Il serait difficile de ne pas faire attention parce que c’est aujourd’hui une forme de sensibilité de l’opinion publique qui, d’ailleurs, est partagée par les personnels des musées, qui ne vivent pas dans des bulles – ils travaillent, votent, paient des impôts, ils ont un point de vue. Par le passé, plusieurs membres de la famille Sackler, qui faisaient partie de notre Comité international, nous ont soutenus. Ils s’en sont retirés à la suite des polémiques récentes. J’aime beaucoup la réponse que Richard Armstrong, le directeur du Guggenheim, a apportée sur cette affaire il y a un an, lors d’une conférence à Abou Dhabi sur les enjeux de la culture et des musées : avec sagesse, il a rappelé que les visiteurs succombant aux charmes délicats de la Frick Collection, à New York, ne la mettent jamais en rapport avec la vie du fondateur éponyme, un de ces robber barons américains qui n’a hésité devant rien pour accroître sa fortune et dont l’attitude, lors de la grève de Homestead en 1892, est de bien sanglante mémoire. Évidemment, il est fondamental d’être attentif quant aux mécènes auxquels on s’adresse, et de veiller à ce que l’on renvoie à l’opinion publique. Nous avons tellement besoin de mécènes que nous créons avec eux des liens très forts et, de facto, il est nécessaire que nous soyons à l’aise. L’affaire Sackler a été un élément révélateur qui a fait prendre conscience de cette question dans beaucoup d’institutions. Il va de soi que la déontologie est un principe cardinal : il est essentiel d’avoir des interlocuteurs qui portent les valeurs propres aux musées. Le monde de la mode s’interroge aujourd’hui à propos du développement durable, quand une partie de l’opinion l’accuse d’être un pollueur majeur. Qu’en dira-t-on dans vingt ans, dans un siècle ? Je suis toujours méfiant des procès médiatiques de ce type. Les musées sont les derniers foyers d’humanisme. Ils doivent intégrer pleinement ces problématiques, avec force et sans naïveté.
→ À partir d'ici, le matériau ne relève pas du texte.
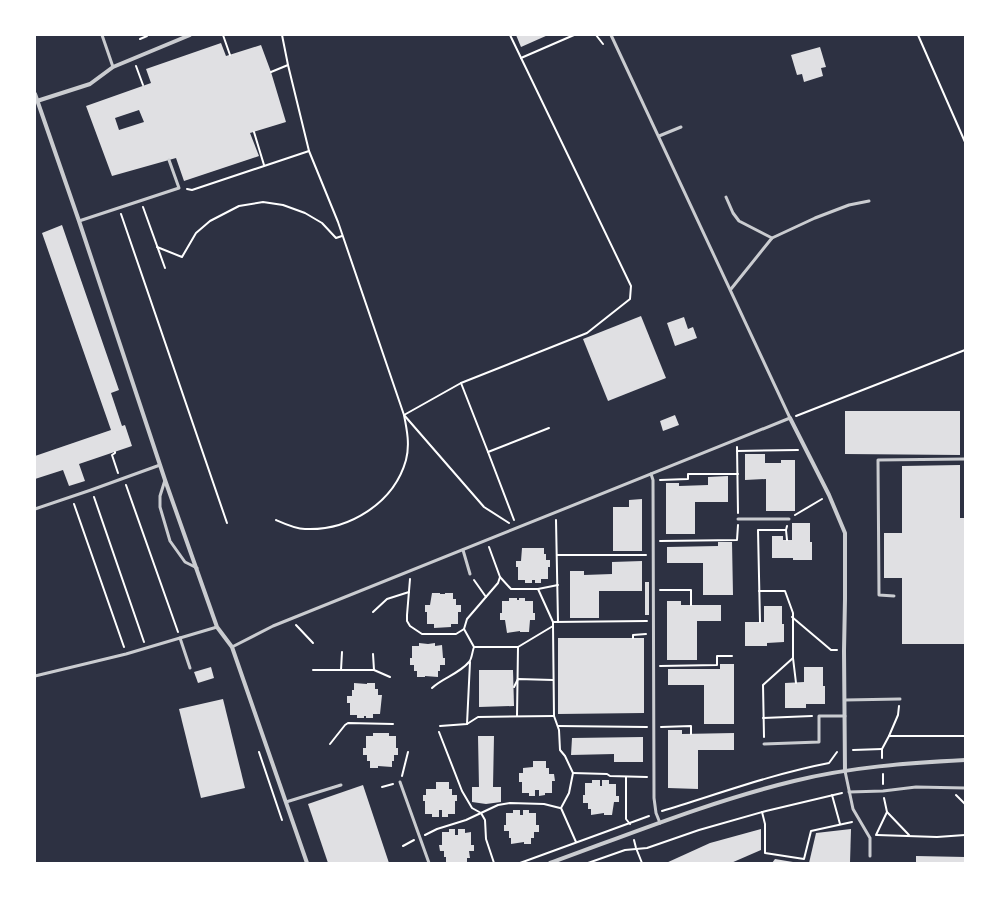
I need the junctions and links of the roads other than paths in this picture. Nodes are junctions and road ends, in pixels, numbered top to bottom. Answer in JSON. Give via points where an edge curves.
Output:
{"nodes":[{"id":1,"x":102,"y":35,"type":"edge"},
{"id":2,"x":190,"y":35,"type":"edge"},
{"id":3,"x":611,"y":35,"type":"edge"},
{"id":4,"x":113,"y":67,"type":"junction"},
{"id":5,"x":35,"y":94,"type":"edge"},
{"id":6,"x":37,"y":101,"type":"junction"},
{"id":7,"x":681,"y":127,"type":"dead end"},
{"id":8,"x":659,"y":136,"type":"junction"},
{"id":9,"x":169,"y":160,"type":"dead end"},
{"id":10,"x":726,"y":196,"type":"dead end"},
{"id":11,"x":869,"y":201,"type":"dead end"},
{"id":12,"x":79,"y":221,"type":"junction"},
{"id":13,"x":772,"y":238,"type":"junction"},
{"id":14,"x":731,"y":289,"type":"junction"},
{"id":15,"x":790,"y":418,"type":"junction"},
{"id":16,"x":965,"y":459,"type":"edge"},
{"id":17,"x":160,"y":465,"type":"junction"},
{"id":18,"x":650,"y":474,"type":"junction"},
{"id":19,"x":165,"y":480,"type":"junction"},
{"id":20,"x":35,"y":509,"type":"edge"},
{"id":21,"x":738,"y":519,"type":"road end"},
{"id":22,"x":789,"y":519,"type":"dead end"},
{"id":23,"x":464,"y":550,"type":"junction"},
{"id":24,"x":197,"y":568,"type":"junction"},
{"id":25,"x":470,"y":574,"type":"road end"},
{"id":26,"x":894,"y":596,"type":"dead end"},
{"id":27,"x":217,"y":627,"type":"junction"},
{"id":28,"x":180,"y":638,"type":"junction"},
{"id":29,"x":232,"y":647,"type":"junction"},
{"id":30,"x":190,"y":668,"type":"dead end"},
{"id":31,"x":35,"y":676,"type":"edge"},
{"id":32,"x":900,"y":699,"type":"road end"},
{"id":33,"x":845,"y":700,"type":"junction"},
{"id":34,"x":845,"y":716,"type":"junction"},
{"id":35,"x":764,"y":744,"type":"road end"},
{"id":36,"x":965,"y":760,"type":"edge"},
{"id":37,"x":845,"y":771,"type":"junction"},
{"id":38,"x":400,"y":782,"type":"road end"},
{"id":39,"x":341,"y":785,"type":"dead end"},
{"id":40,"x":965,"y":788,"type":"edge"},
{"id":41,"x":849,"y":792,"type":"junction"},
{"id":42,"x":286,"y":802,"type":"junction"},
{"id":43,"x":660,"y":823,"type":"junction"},
{"id":44,"x":870,"y":856,"type":"dead end"},
{"id":45,"x":307,"y":863,"type":"edge"},
{"id":46,"x":429,"y":863,"type":"edge"},
{"id":47,"x":550,"y":863,"type":"edge"}],
"edges":[{"from":1,"to":4,"type":"lane"},
{"from":2,"to":4,"type":"street"},
{"from":3,"to":8,"type":"lane"},
{"from":4,"to":6,"type":"street","via":[[90,84]]},
{"from":5,"to":6,"type":"street"},
{"from":6,"to":12,"type":"street"},
{"from":7,"to":8,"type":"lane"},
{"from":8,"to":14,"type":"lane"},
{"from":9,"to":12,"type":"lane","via":[[180,188]]},
{"from":10,"to":13,"type":"lane","via":[[739,221]]},
{"from":11,"to":13,"type":"lane","via":[[815,218]]},
{"from":12,"to":17,"type":"street"},
{"from":13,"to":14,"type":"lane"},
{"from":14,"to":15,"type":"lane"},
{"from":15,"to":18,"type":"lane"},
{"from":15,"to":33,"type":"street","via":[[845,533]]},
{"from":16,"to":26,"type":"lane","via":[[878,460],[879,595]]},
{"from":17,"to":19,"type":"street"},
{"from":17,"to":20,"type":"lane"},
{"from":18,"to":23,"type":"lane"},
{"from":18,"to":43,"type":"lane","via":[[653,480],[654,777],[656,813]]},
{"from":19,"to":24,"type":"street"},
{"from":19,"to":24,"type":"lane","via":[[160,496],[160,507],[170,541],[185,562]]},
{"from":21,"to":22,"type":"lane"},
{"from":23,"to":25,"type":"lane"},
{"from":23,"to":29,"type":"lane","via":[[273,626]]},
{"from":24,"to":27,"type":"street"},
{"from":27,"to":28,"type":"lane"},
{"from":27,"to":29,"type":"street"},
{"from":28,"to":30,"type":"lane"},
{"from":28,"to":31,"type":"lane"},
{"from":29,"to":42,"type":"street"},
{"from":32,"to":33,"type":"lane"},
{"from":33,"to":34,"type":"street"},
{"from":34,"to":35,"type":"lane","via":[[819,716],[819,742]]},
{"from":34,"to":37,"type":"street"},
{"from":36,"to":37,"type":"street"},
{"from":37,"to":41,"type":"lane"},
{"from":37,"to":43,"type":"street","via":[[794,781]]},
{"from":38,"to":46,"type":"lane"},
{"from":39,"to":42,"type":"lane"},
{"from":40,"to":41,"type":"lane","via":[[916,787]]},
{"from":41,"to":44,"type":"lane","via":[[853,810],[870,838]]},
{"from":42,"to":45,"type":"street"},
{"from":43,"to":47,"type":"street"}]}
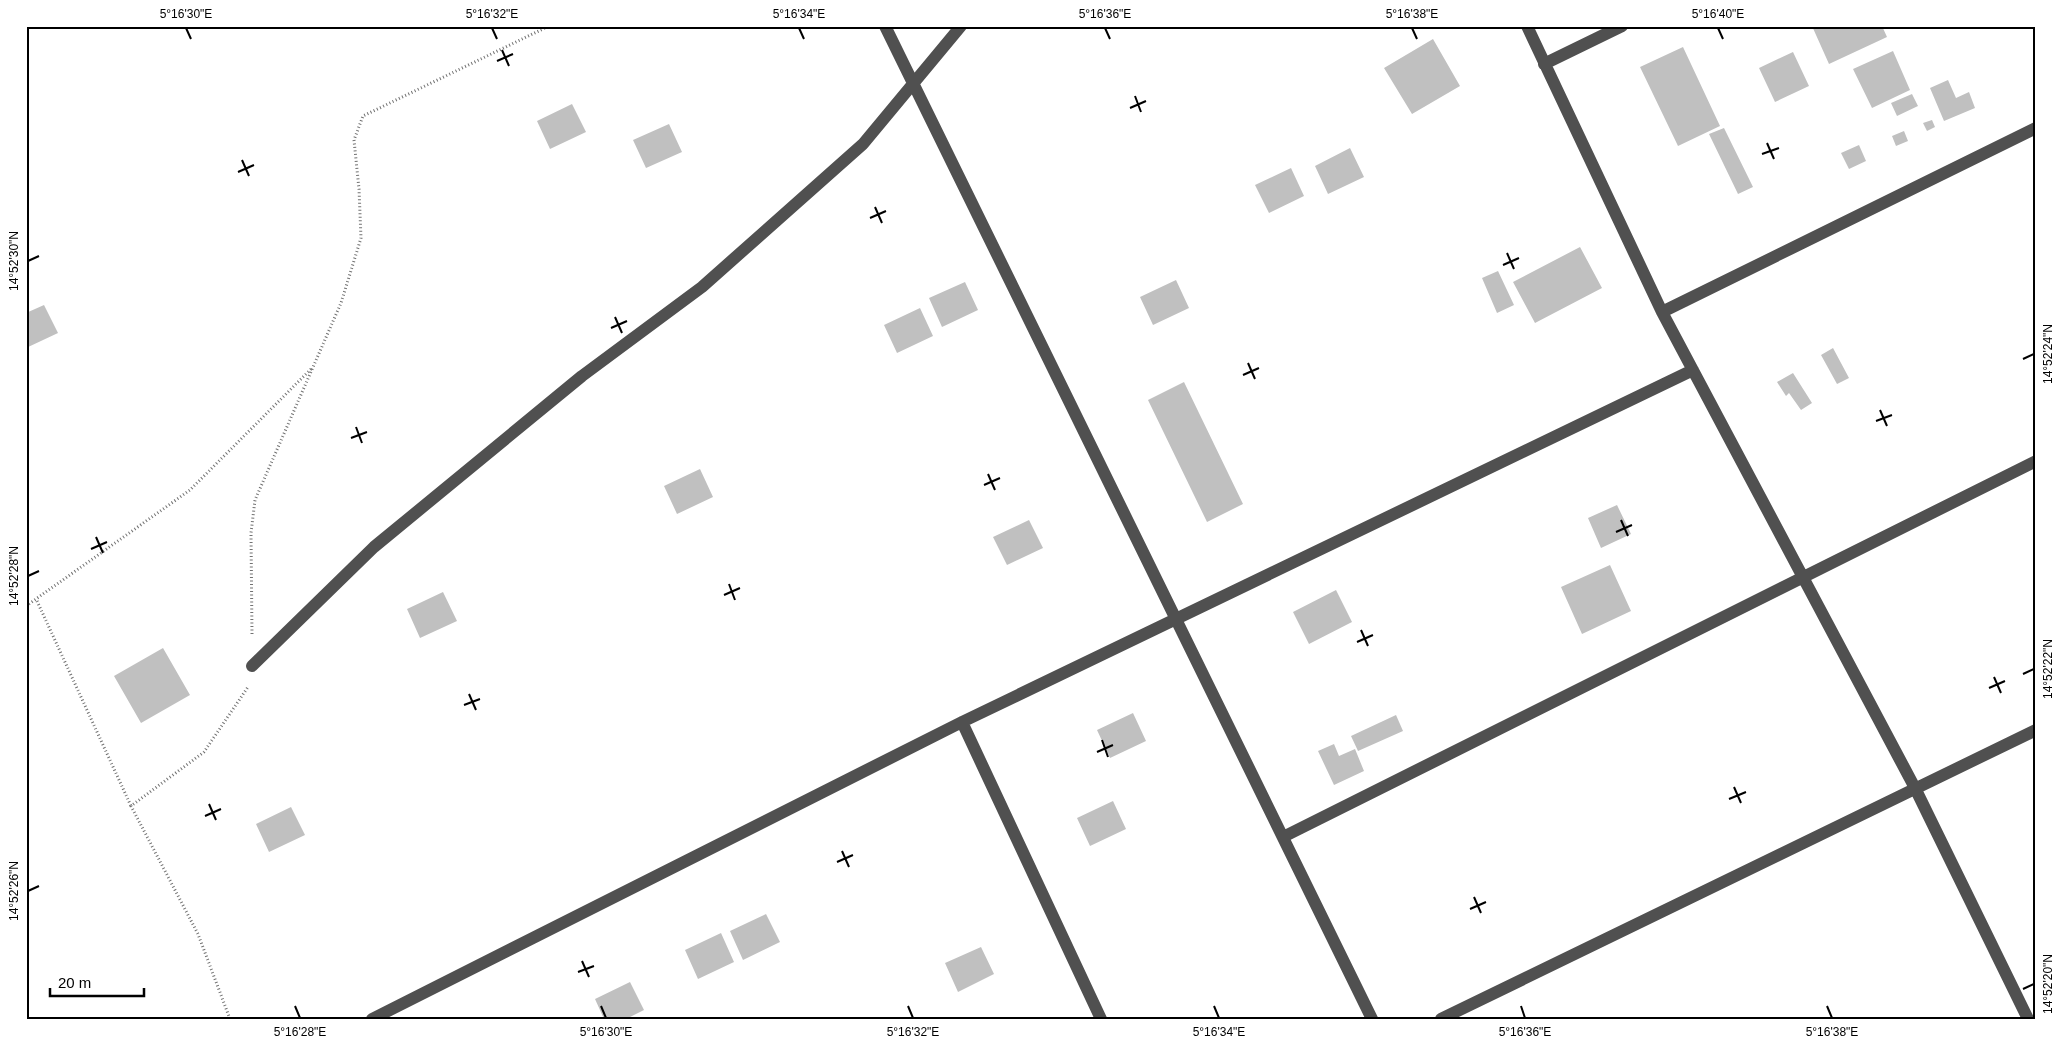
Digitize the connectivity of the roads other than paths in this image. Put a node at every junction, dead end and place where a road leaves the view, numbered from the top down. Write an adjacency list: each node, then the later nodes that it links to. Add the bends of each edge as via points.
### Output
1 (885, 26): 6 (street)
2 (961, 26): 6 (street)
3 (1527, 26): 5 (street)
4 (1622, 26): 5 (street)
5 (1544, 64): 8 (street)
6 (912, 85): 12 (street); 13 (street, via 863,144 702,287 582,376 374,547)
7 (2036, 128): 8 (street)
8 (1662, 312): 9 (street)
9 (1693, 370): 11 (street); 12 (street)
10 (2036, 461): 11 (street)
11 (1803, 577): 16 (street); 17 (street)
12 (1176, 619): 14 (street); 17 (street)
13 (252, 666)
14 (962, 722): 18 (street); 19 (street)
15 (2036, 730): 16 (street)
16 (1915, 788): 21 (street); 22 (street)
17 (1283, 837): 20 (street)
18 (372, 1019)
19 (1101, 1019)
20 (1372, 1019)
21 (1441, 1019)
22 (2028, 1019)

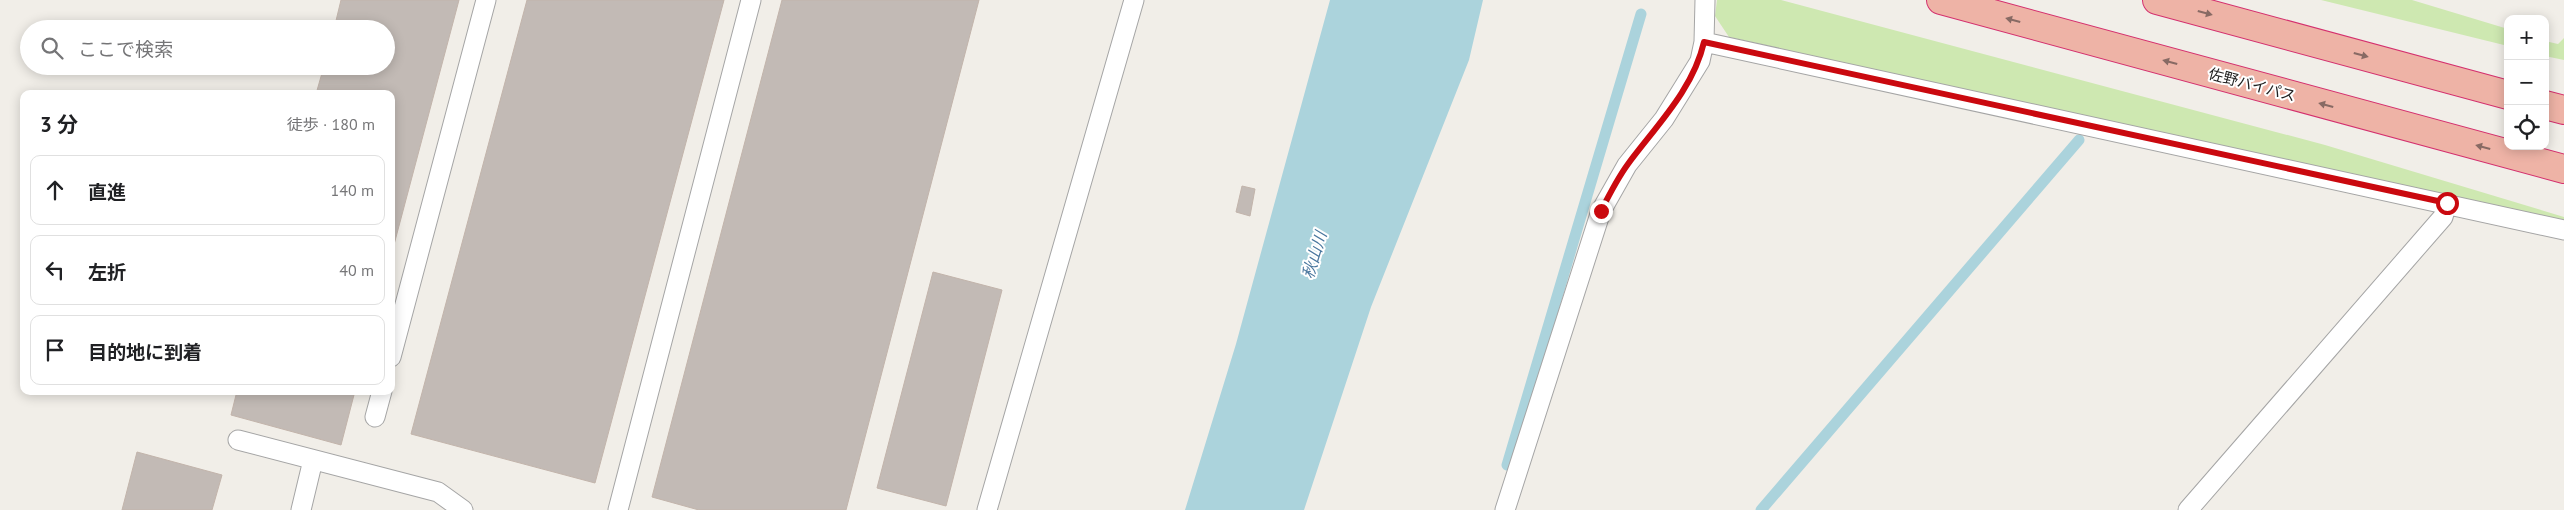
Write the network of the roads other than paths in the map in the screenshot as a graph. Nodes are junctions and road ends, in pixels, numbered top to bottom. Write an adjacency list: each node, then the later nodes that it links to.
1 (486, 0): 14 (lane)
2 (751, 0): 21 (lane)
3 (1134, 0): 22 (lane)
4 (1705, 0): 7 (lane)
5 (1941, 0): 11 (highway, 佐野バイパス, one-way to 5)
6 (2158, 0): 8 (highway, one-way to 8)
7 (1704, 42): 12 (lane); 23 (lane)
8 (2504, 94)
9 (2549, 106): 10 (highway)
10 (2564, 110)
11 (2564, 169)
12 (2447, 203): 13 (lane); 24 (lane)
13 (2564, 230)
14 (395, 342)
15 (381, 395): 16 (lane)
16 (375, 417)
17 (238, 440): 18 (lane)
18 (313, 460): 19 (lane); 20 (lane)
19 (301, 510)
20 (463, 510)
21 (618, 510)
22 (987, 510)
23 (1505, 510)
24 (2188, 510)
Vous êtes aussi le commissaire de l’exposition « Dix mille ans de luxe », actuellement présentée au Louvre Abu Dhabi. Ces projets extérieurs sont-ils importants pour le MAD ?
Le musée des Arts décoratifs est un partenaire du Louvre Abu Dhabi. Nous prêtons des œuvres remarquables aux galeries permanentes de ce musée, et avons des liens solides avec les autres musées partenaires, le Louvre en tête. À titre personnel, je me sens aussi très attaché à ce projet. Le Louvre Abu Dhabi est sans doute l’une des grandes réussites muséales de ce début du XXIe siècle, avec un vrai propos. C’est un lieu culturel passionnant, qui reflète de nombreuses questions du monde contemporain. La dimension historique et universelle du luxe fait écho à l’identité même du Louvre Abu Dhabi. Nous sommes à un moment où les maisons de luxe semblent avoir beaucoup de choses à nous dire sur ce qu’est l’art, la culture, sur ce que sont les musées. Et je ne trouve pas inintéressant et illégitime que les musées aient des choses à dire sur ce qu’est le luxe. Cette exposition permet de montrer que certains objets de luxe ont toute leur place dans un musée, d’autres non. Elle se tiendra au musée des Arts décoratifs au printemps prochain sur un mode un peu différent, selon un propos resserré autour d’une centaine d’œuvres qui toutes contribuent à écrire l’histoire millénaire du luxe. Au Louvre Abu Dhabi, cette exposition montre au public ce que nous sommes et l’ampleur quasi universelle de nos collections, qui comptent d’extraordinaires objets d’art asiatique (japonais et chinois). Elle rappelle que le musée des Arts décoratifs est une fabuleuse ambassade pour la créativité et l’histoire du luxe français.